It's hard--very hard--to get upset about sunny days. Especially in a place where there aren't that many of them (though I did look that up before we moved here in 1996, and statistically there were about as many sunny days here per year as in Pittsburgh. It just doesn't seem like it.)
But sunny days in winter--a string of gorgeous sunny days the likes of which we don't even get in spring, summer or fall--was wonderful, but also scary. This is supposed to be our rainy season. Sometimes the rains start in December, but they're always here in January and February, and often into March.
Those rains are important. Our dry, warm January extended south to San Francisco, and particularly into the mountains. Just that one month of little rain or snow may have condemned the Bay Area to some degree of water rationing this coming summer. We're not looking forward to fire season up here either. Last summer, after reasonable winter rains, the fires were extensive and very damaging.
And even though January was so extreme that it was impossible to ignore, technically we're in at least our second year of drought. Southern California has been in drought for much longer.
Up here, it seems we could absorb a sunny January, but of course there's global heating, and if this is the start of a trend, this entire ecosystem could change, with consequences I doubt anyone can fully foresee.
Of course it was hard to concentrate on ideas of doom when the sun was shining, with blue skies and that carress of sweet air, just a little cooler than the feel of the sun that we normally get mostly in the fall. The Golden State.

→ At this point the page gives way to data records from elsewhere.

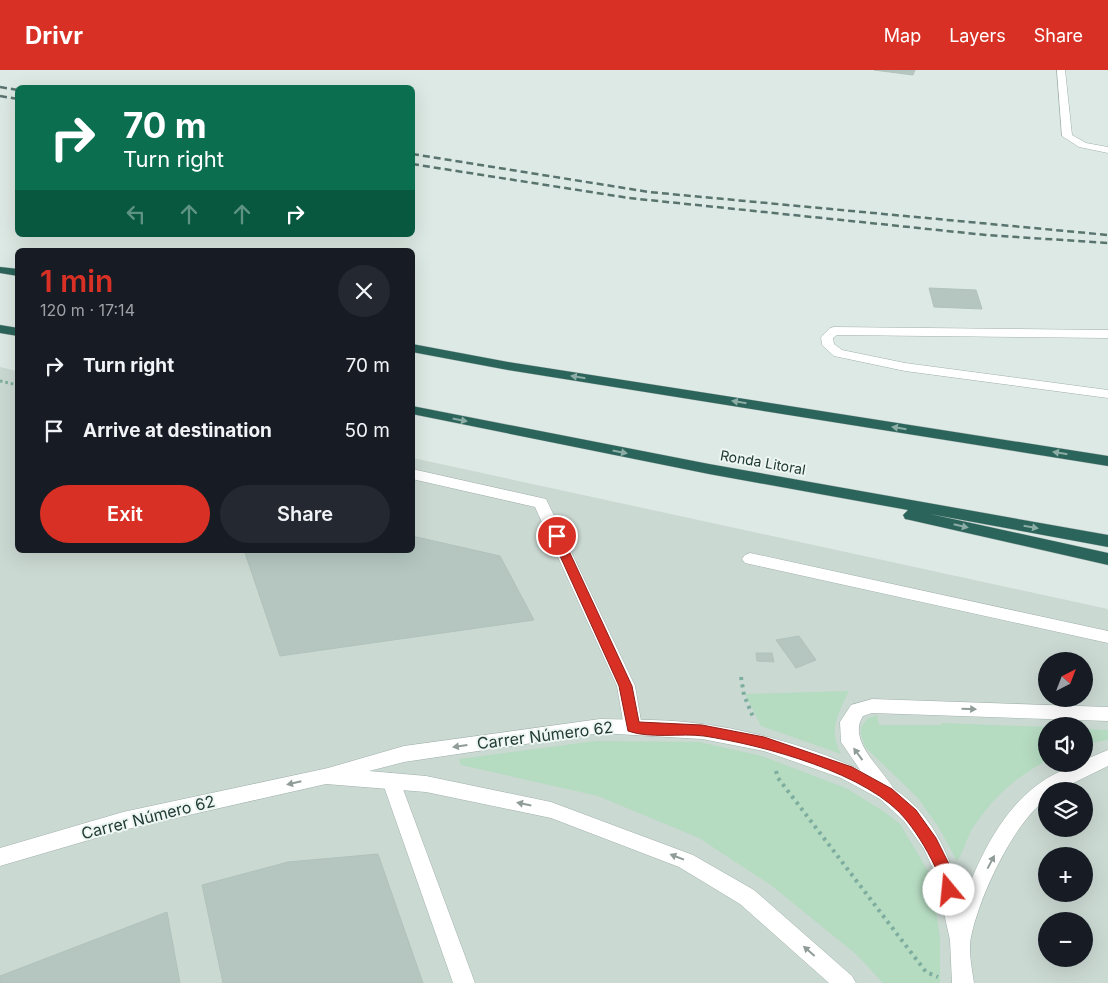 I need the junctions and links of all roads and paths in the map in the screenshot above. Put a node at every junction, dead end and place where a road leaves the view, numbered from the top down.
1 (1061, 70) edge
2 (1108, 150) edge
3 (0, 270) edge
4 (15, 272) edge
5 (0, 329) edge
6 (15, 332) edge
7 (1108, 334) edge
8 (415, 349) edge
9 (0, 381) edge
10 (15, 384) edge
11 (1108, 394) edge
12 (415, 411) edge
13 (1108, 461) edge
14 (709, 469) junction
15 (415, 475) edge
16 (1108, 541) edge
17 (750, 559) dead end
18 (1108, 559) edge
19 (1108, 637) edge
20 (741, 677) dead end
21 (1108, 714) edge
22 (756, 726) dead end
23 (633, 727) junction
24 (1108, 758) edge
25 (772, 762) dead end
26 (326, 776) junction
27 (391, 781) junction
28 (887, 793) junction
29 (0, 857) edge
30 (960, 940) junction
31 (954, 982) edge
32 (464, 983) edge
33 (845, 983) edge

1 - 2 street
3 - 4 highway
5 - 6 highway
7 - 11 street
13 -> 8 highway
9 - 10 path
12 -> 14 highway, Ronda Litoral
14 -> 16 highway, Ronda Litoral
14 -> 18 highway
15 - 23 street
17 - 19 street
20 - 22 path
28 -> 21 street
23 -> 26 street, Carrer Número 62
23 - 28 street, Carrer Número 62
30 -> 24 street, Carrer Número 62
25 - 31 path
26 - 27 street, Carrer Número 62
26 -> 29 street, Carrer Número 62
27 - 32 street
33 -> 27 street, Carrer Número 62
28 - 30 street, Carrer Número 62
30 - 31 street, Carrer Número 62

There was another bonus resulting from clear days: clear nights. What a treat to see the winter stars, especially with the recent conjunction of the moon at its closest point in years with bright Venus and brighter than usual Jupiter. The other night, it was the crescent moon--straight as a smile-- with Venus bright beneath it. I had to drive down to Ferndale that night, and they always seemed to be right in front of me, in the blackness above the thin ribbons of fog. When I got home just after 11 they were gone, but it was a cold clear night, very black sky, very white stars, and as I gazed up at Orion's belt---a shooting star!
We did get a few showers, but then the sun came back immediately, and I saw the biggest rainbow I've seen here--a complete arch, from somewhere near Mad River Beach, and fading into the Arcata Community Forest.
Well, there's rain in the forecast for tomorrow. Maybe we're just getting the season late. That's what happened in 2007--a dry January, a very wet February. Today was the foggy gray with some sun behind it that in other Februarys would pass as a pretty nice day. But after day after day of bright sunshine, it was kind of depressing. Though, of course, I'm glad.